§ EXERCISE DESCRIPTION
Set down the complete data exactly as it appears below.

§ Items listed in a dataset

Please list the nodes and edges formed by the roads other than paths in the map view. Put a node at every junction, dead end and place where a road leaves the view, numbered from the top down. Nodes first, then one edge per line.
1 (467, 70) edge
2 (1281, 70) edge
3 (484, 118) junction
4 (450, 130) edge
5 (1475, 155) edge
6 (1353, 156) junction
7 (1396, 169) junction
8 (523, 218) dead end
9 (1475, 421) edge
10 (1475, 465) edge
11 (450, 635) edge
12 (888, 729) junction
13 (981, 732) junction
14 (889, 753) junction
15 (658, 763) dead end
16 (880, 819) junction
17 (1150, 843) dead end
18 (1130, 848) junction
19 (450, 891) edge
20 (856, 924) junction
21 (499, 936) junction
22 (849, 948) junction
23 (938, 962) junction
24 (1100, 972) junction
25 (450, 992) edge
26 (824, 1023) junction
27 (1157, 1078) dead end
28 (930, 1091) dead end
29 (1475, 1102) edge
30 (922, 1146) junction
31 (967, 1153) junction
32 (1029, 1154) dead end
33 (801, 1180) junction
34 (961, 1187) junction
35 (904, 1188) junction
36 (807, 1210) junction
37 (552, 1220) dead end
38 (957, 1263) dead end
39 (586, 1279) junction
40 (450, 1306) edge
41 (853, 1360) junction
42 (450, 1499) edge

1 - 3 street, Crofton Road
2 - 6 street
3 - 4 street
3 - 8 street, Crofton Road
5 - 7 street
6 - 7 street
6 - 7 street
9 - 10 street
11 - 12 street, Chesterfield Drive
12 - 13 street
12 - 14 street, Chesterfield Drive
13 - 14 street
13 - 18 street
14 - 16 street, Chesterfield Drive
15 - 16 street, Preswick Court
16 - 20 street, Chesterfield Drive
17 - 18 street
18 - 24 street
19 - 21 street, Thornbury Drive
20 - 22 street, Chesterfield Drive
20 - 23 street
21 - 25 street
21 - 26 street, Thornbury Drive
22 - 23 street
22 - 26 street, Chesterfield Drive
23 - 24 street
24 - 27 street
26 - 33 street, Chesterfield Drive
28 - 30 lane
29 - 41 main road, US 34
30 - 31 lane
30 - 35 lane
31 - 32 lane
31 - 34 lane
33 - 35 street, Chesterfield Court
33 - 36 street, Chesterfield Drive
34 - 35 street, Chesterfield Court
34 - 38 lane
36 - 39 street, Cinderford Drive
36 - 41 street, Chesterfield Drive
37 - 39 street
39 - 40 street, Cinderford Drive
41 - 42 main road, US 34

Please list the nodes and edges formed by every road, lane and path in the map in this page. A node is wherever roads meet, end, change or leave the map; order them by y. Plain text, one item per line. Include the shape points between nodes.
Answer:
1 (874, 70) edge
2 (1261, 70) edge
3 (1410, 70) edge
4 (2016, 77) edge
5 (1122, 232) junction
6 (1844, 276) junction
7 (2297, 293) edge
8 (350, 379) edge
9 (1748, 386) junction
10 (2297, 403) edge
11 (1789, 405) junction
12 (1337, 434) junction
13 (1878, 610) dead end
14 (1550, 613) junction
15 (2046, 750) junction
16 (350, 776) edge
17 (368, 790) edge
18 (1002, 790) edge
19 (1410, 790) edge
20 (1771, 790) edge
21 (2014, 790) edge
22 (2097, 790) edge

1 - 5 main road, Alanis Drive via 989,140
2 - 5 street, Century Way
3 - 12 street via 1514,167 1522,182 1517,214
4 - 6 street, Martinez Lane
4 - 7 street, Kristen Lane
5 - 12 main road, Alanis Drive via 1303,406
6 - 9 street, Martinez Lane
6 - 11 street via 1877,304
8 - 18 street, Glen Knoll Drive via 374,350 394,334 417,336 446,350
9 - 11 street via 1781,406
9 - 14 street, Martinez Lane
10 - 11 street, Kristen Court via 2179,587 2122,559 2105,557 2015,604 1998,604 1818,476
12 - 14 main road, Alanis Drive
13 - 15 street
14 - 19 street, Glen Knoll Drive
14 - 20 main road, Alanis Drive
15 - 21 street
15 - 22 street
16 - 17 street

§ SOLVED PROBLEM
Please list the nodes and edges formed by the roads other than paths in the map view. Put a node at every junction, dead end and place where a road leaves the view, numbered from the top down. Nodes first, then one edge per line.
1 (467, 70) edge
2 (1281, 70) edge
3 (484, 118) junction
4 (450, 130) edge
5 (1475, 155) edge
6 (1353, 156) junction
7 (1396, 169) junction
8 (523, 218) dead end
9 (1475, 421) edge
10 (1475, 465) edge
11 (450, 635) edge
12 (888, 729) junction
13 (981, 732) junction
14 (889, 753) junction
15 (658, 763) dead end
16 (880, 819) junction
17 (1150, 843) dead end
18 (1130, 848) junction
19 (450, 891) edge
20 (856, 924) junction
21 (499, 936) junction
22 (849, 948) junction
23 (938, 962) junction
24 (1100, 972) junction
25 (450, 992) edge
26 (824, 1023) junction
27 (1157, 1078) dead end
28 (930, 1091) dead end
29 (1475, 1102) edge
30 (922, 1146) junction
31 (967, 1153) junction
32 (1029, 1154) dead end
33 (801, 1180) junction
34 (961, 1187) junction
35 (904, 1188) junction
36 (807, 1210) junction
37 (552, 1220) dead end
38 (957, 1263) dead end
39 (586, 1279) junction
40 (450, 1306) edge
41 (853, 1360) junction
42 (450, 1499) edge

1 - 3 street, Crofton Road
2 - 6 street
3 - 4 street
3 - 8 street, Crofton Road
5 - 7 street
6 - 7 street
6 - 7 street
9 - 10 street
11 - 12 street, Chesterfield Drive
12 - 13 street
12 - 14 street, Chesterfield Drive
13 - 14 street
13 - 18 street
14 - 16 street, Chesterfield Drive
15 - 16 street, Preswick Court
16 - 20 street, Chesterfield Drive
17 - 18 street
18 - 24 street
19 - 21 street, Thornbury Drive
20 - 22 street, Chesterfield Drive
20 - 23 street
21 - 25 street
21 - 26 street, Thornbury Drive
22 - 23 street
22 - 26 street, Chesterfield Drive
23 - 24 street
24 - 27 street
26 - 33 street, Chesterfield Drive
28 - 30 lane
29 - 41 main road, US 34
30 - 31 lane
30 - 35 lane
31 - 32 lane
31 - 34 lane
33 - 35 street, Chesterfield Court
33 - 36 street, Chesterfield Drive
34 - 35 street, Chesterfield Court
34 - 38 lane
36 - 39 street, Cinderford Drive
36 - 41 street, Chesterfield Drive
37 - 39 street
39 - 40 street, Cinderford Drive
41 - 42 main road, US 34

Please list the nodes and edges formed by every road, lane and path in the map in this page. A node is wherever roads meet, end, change or leave the map; order them by y. Plain text, one item per line. Include the shape points between nodes.
Answer:
1 (874, 70) edge
2 (1261, 70) edge
3 (1410, 70) edge
4 (2016, 77) edge
5 (1122, 232) junction
6 (1844, 276) junction
7 (2297, 293) edge
8 (350, 379) edge
9 (1748, 386) junction
10 (2297, 403) edge
11 (1789, 405) junction
12 (1337, 434) junction
13 (1878, 610) dead end
14 (1550, 613) junction
15 (2046, 750) junction
16 (350, 776) edge
17 (368, 790) edge
18 (1002, 790) edge
19 (1410, 790) edge
20 (1771, 790) edge
21 (2014, 790) edge
22 (2097, 790) edge

1 - 5 main road, Alanis Drive via 989,140
2 - 5 street, Century Way
3 - 12 street via 1514,167 1522,182 1517,214
4 - 6 street, Martinez Lane
4 - 7 street, Kristen Lane
5 - 12 main road, Alanis Drive via 1303,406
6 - 9 street, Martinez Lane
6 - 11 street via 1877,304
8 - 18 street, Glen Knoll Drive via 374,350 394,334 417,336 446,350
9 - 11 street via 1781,406
9 - 14 street, Martinez Lane
10 - 11 street, Kristen Court via 2179,587 2122,559 2105,557 2015,604 1998,604 1818,476
12 - 14 main road, Alanis Drive
13 - 15 street
14 - 19 street, Glen Knoll Drive
14 - 20 main road, Alanis Drive
15 - 21 street
15 - 22 street
16 - 17 street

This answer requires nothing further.